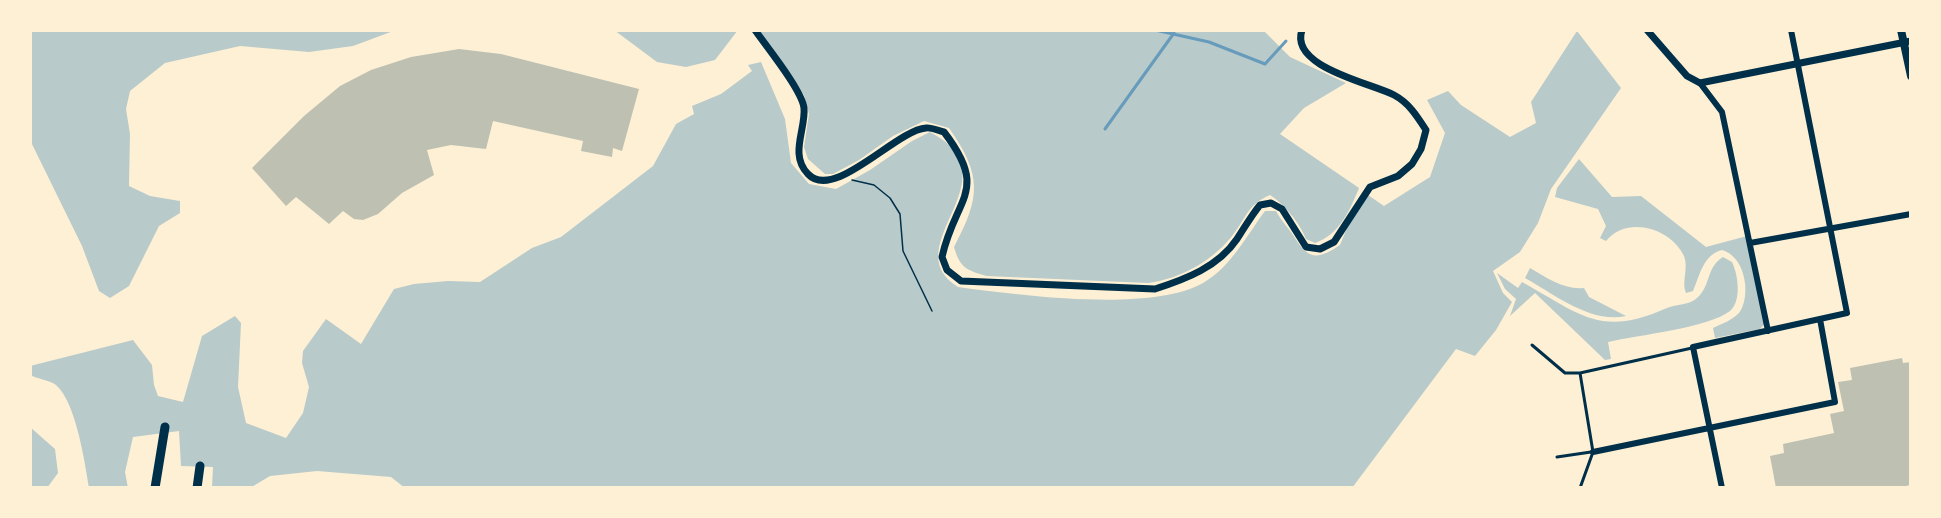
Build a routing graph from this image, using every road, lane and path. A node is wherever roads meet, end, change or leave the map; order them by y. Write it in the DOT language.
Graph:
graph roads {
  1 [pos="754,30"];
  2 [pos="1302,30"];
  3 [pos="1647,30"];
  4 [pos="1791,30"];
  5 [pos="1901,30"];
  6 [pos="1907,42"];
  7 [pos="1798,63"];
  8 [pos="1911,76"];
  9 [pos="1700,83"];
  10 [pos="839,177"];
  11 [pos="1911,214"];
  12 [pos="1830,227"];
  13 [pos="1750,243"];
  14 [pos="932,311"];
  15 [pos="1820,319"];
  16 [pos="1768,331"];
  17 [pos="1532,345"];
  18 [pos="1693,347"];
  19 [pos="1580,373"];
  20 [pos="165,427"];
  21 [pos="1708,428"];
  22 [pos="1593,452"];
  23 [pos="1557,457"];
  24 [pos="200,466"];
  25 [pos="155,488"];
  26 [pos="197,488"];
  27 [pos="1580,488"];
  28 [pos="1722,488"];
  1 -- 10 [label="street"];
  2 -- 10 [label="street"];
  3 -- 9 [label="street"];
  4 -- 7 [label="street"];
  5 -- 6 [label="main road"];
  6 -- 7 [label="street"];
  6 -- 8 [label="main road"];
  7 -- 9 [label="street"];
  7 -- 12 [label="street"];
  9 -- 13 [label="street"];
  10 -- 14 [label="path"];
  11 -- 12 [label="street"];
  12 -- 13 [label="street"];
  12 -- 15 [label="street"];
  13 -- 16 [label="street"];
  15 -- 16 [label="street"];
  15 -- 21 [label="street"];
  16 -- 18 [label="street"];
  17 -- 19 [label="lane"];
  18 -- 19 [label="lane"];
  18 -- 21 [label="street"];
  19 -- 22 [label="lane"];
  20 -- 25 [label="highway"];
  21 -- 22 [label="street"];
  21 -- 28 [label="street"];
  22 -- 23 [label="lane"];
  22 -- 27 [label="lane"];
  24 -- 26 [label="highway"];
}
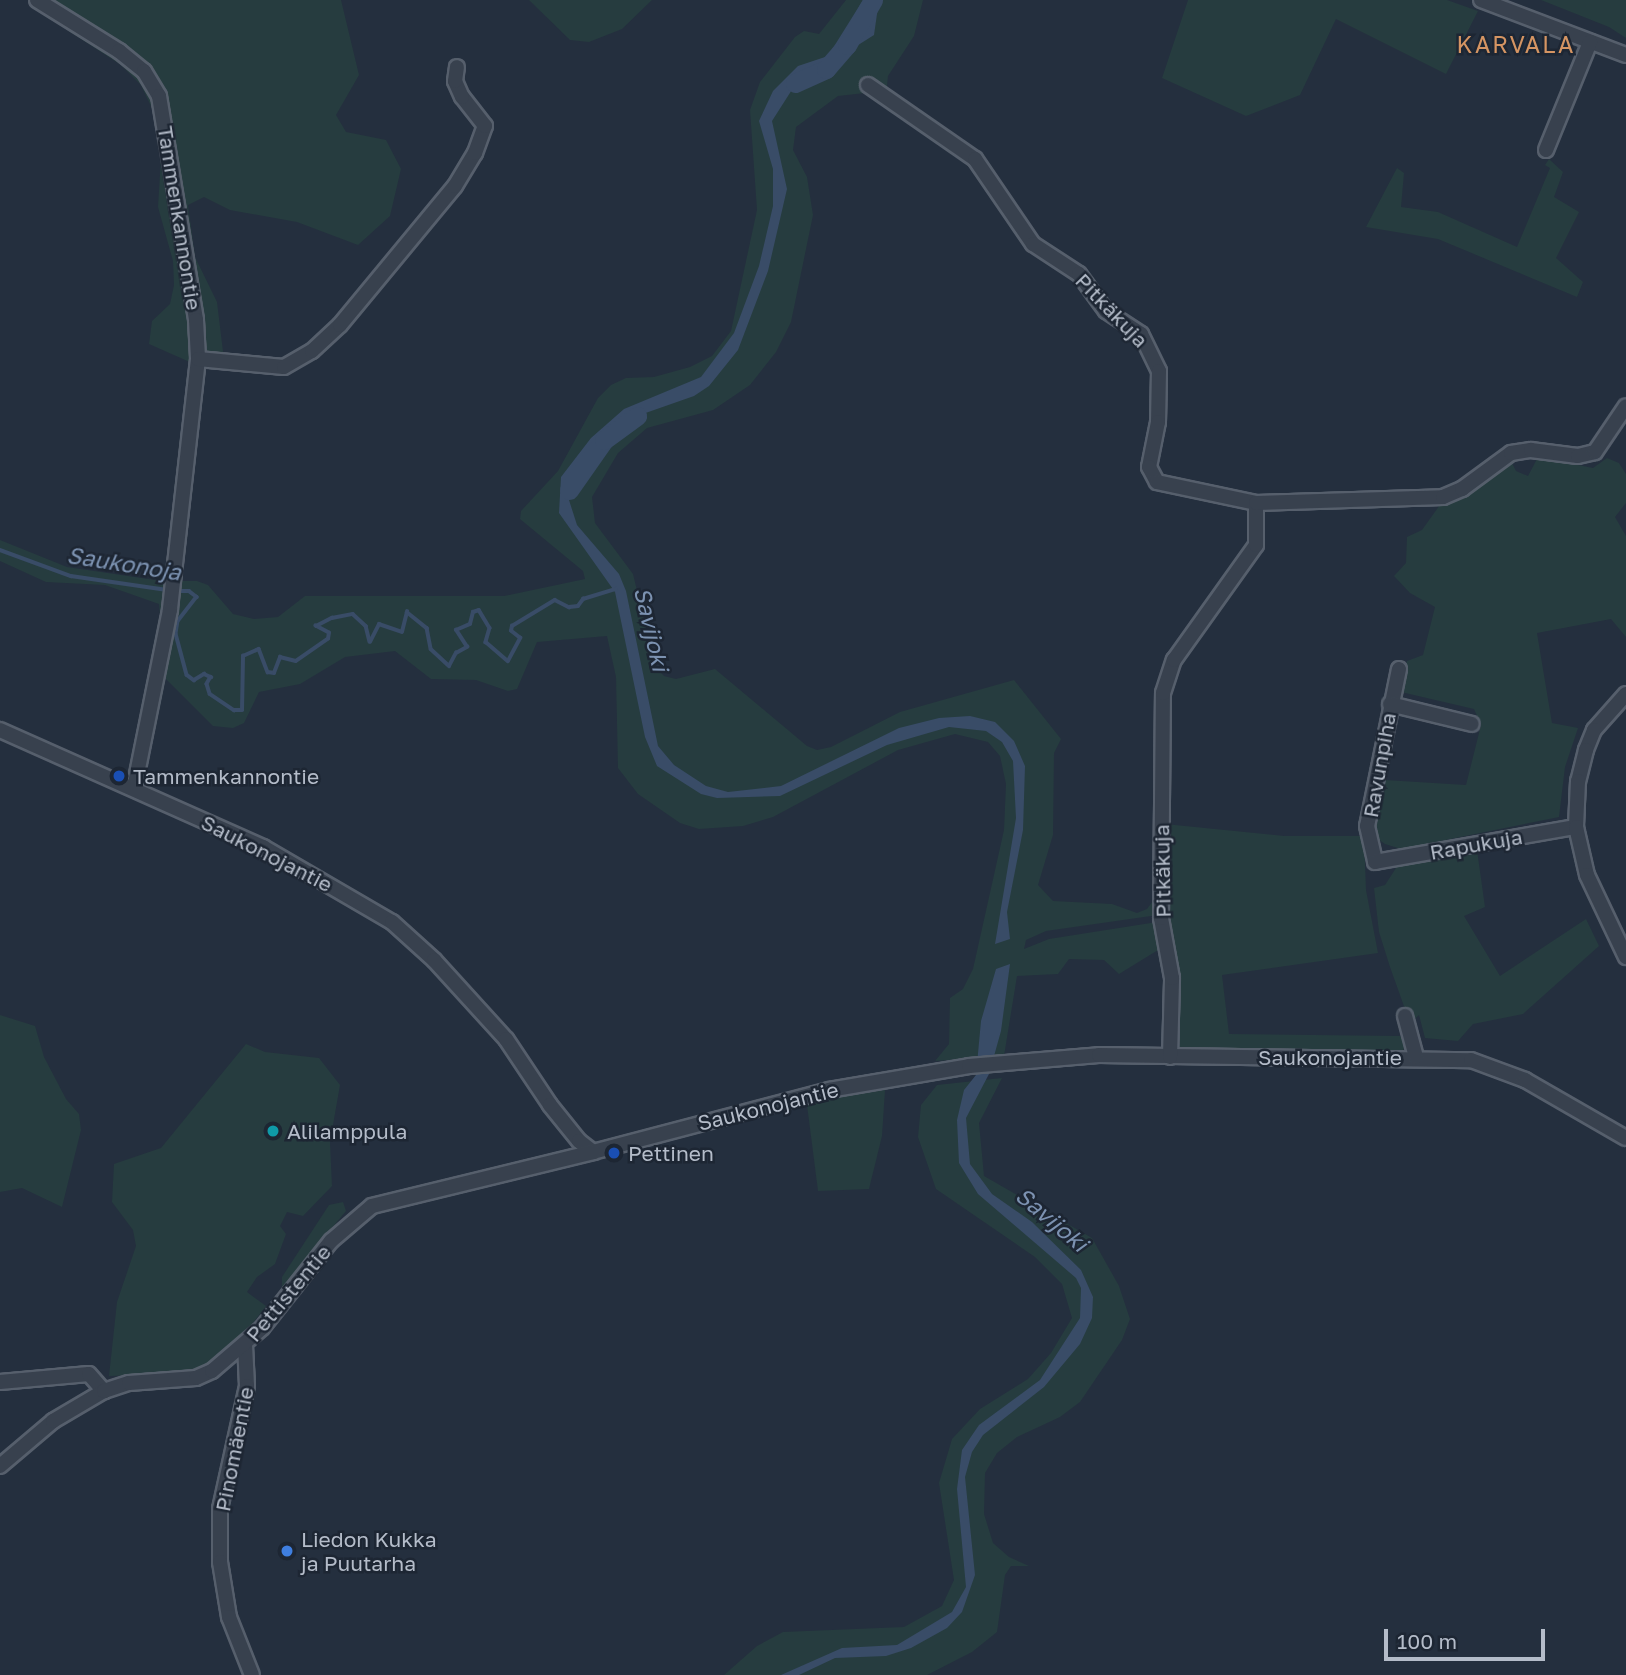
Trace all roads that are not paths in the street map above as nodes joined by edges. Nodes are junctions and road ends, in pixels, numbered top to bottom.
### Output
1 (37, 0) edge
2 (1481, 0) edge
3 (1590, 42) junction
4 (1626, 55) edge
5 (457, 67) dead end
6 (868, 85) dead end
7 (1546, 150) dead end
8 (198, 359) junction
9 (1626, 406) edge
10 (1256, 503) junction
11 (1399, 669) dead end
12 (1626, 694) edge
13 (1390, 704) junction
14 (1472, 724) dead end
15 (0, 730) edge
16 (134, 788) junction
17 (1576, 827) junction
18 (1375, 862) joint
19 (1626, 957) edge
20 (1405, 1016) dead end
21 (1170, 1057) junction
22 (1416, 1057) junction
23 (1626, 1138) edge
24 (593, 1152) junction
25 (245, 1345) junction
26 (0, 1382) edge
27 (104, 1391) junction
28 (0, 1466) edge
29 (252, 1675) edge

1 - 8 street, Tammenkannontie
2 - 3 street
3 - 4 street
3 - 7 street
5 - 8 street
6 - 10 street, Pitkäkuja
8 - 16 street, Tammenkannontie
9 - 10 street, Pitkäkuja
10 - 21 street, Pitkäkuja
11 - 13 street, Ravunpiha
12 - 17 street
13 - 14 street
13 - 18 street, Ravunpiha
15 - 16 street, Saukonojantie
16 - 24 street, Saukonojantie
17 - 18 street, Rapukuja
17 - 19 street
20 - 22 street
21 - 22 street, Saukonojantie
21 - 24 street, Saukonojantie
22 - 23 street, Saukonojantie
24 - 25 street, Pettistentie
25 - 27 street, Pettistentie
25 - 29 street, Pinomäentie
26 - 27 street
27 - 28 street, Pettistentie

Work instruction
All of the data must be given again exactly, without the pictures.

Solved exercise
Build a routing graph from this image, using every road, lane and path. A node is wherever roads meet, end, change or leave the map; order them by y. Write it in the DOT language.
Graph:
graph roads {
  1 [pos="754,30"];
  2 [pos="1302,30"];
  3 [pos="1647,30"];
  4 [pos="1791,30"];
  5 [pos="1901,30"];
  6 [pos="1907,42"];
  7 [pos="1798,63"];
  8 [pos="1911,76"];
  9 [pos="1700,83"];
  10 [pos="839,177"];
  11 [pos="1911,214"];
  12 [pos="1830,227"];
  13 [pos="1750,243"];
  14 [pos="932,311"];
  15 [pos="1820,319"];
  16 [pos="1768,331"];
  17 [pos="1532,345"];
  18 [pos="1693,347"];
  19 [pos="1580,373"];
  20 [pos="165,427"];
  21 [pos="1708,428"];
  22 [pos="1593,452"];
  23 [pos="1557,457"];
  24 [pos="200,466"];
  25 [pos="155,488"];
  26 [pos="197,488"];
  27 [pos="1580,488"];
  28 [pos="1722,488"];
  1 -- 10 [label="street"];
  2 -- 10 [label="street"];
  3 -- 9 [label="street"];
  4 -- 7 [label="street"];
  5 -- 6 [label="main road"];
  6 -- 7 [label="street"];
  6 -- 8 [label="main road"];
  7 -- 9 [label="street"];
  7 -- 12 [label="street"];
  9 -- 13 [label="street"];
  10 -- 14 [label="path"];
  11 -- 12 [label="street"];
  12 -- 13 [label="street"];
  12 -- 15 [label="street"];
  13 -- 16 [label="street"];
  15 -- 16 [label="street"];
  15 -- 21 [label="street"];
  16 -- 18 [label="street"];
  17 -- 19 [label="lane"];
  18 -- 19 [label="lane"];
  18 -- 21 [label="street"];
  19 -- 22 [label="lane"];
  20 -- 25 [label="highway"];
  21 -- 22 [label="street"];
  21 -- 28 [label="street"];
  22 -- 23 [label="lane"];
  22 -- 27 [label="lane"];
  24 -- 26 [label="highway"];
}
Trace all roads that are not paths in the street map above as nodes joined by edges. Nodes are junctions and road ends, in pixels, numbered top to bottom.
### Output
1 (37, 0) edge
2 (1481, 0) edge
3 (1590, 42) junction
4 (1626, 55) edge
5 (457, 67) dead end
6 (868, 85) dead end
7 (1546, 150) dead end
8 (198, 359) junction
9 (1626, 406) edge
10 (1256, 503) junction
11 (1399, 669) dead end
12 (1626, 694) edge
13 (1390, 704) junction
14 (1472, 724) dead end
15 (0, 730) edge
16 (134, 788) junction
17 (1576, 827) junction
18 (1375, 862) joint
19 (1626, 957) edge
20 (1405, 1016) dead end
21 (1170, 1057) junction
22 (1416, 1057) junction
23 (1626, 1138) edge
24 (593, 1152) junction
25 (245, 1345) junction
26 (0, 1382) edge
27 (104, 1391) junction
28 (0, 1466) edge
29 (252, 1675) edge

1 - 8 street, Tammenkannontie
2 - 3 street
3 - 4 street
3 - 7 street
5 - 8 street
6 - 10 street, Pitkäkuja
8 - 16 street, Tammenkannontie
9 - 10 street, Pitkäkuja
10 - 21 street, Pitkäkuja
11 - 13 street, Ravunpiha
12 - 17 street
13 - 14 street
13 - 18 street, Ravunpiha
15 - 16 street, Saukonojantie
16 - 24 street, Saukonojantie
17 - 18 street, Rapukuja
17 - 19 street
20 - 22 street
21 - 22 street, Saukonojantie
21 - 24 street, Saukonojantie
22 - 23 street, Saukonojantie
24 - 25 street, Pettistentie
25 - 27 street, Pettistentie
25 - 29 street, Pinomäentie
26 - 27 street
27 - 28 street, Pettistentie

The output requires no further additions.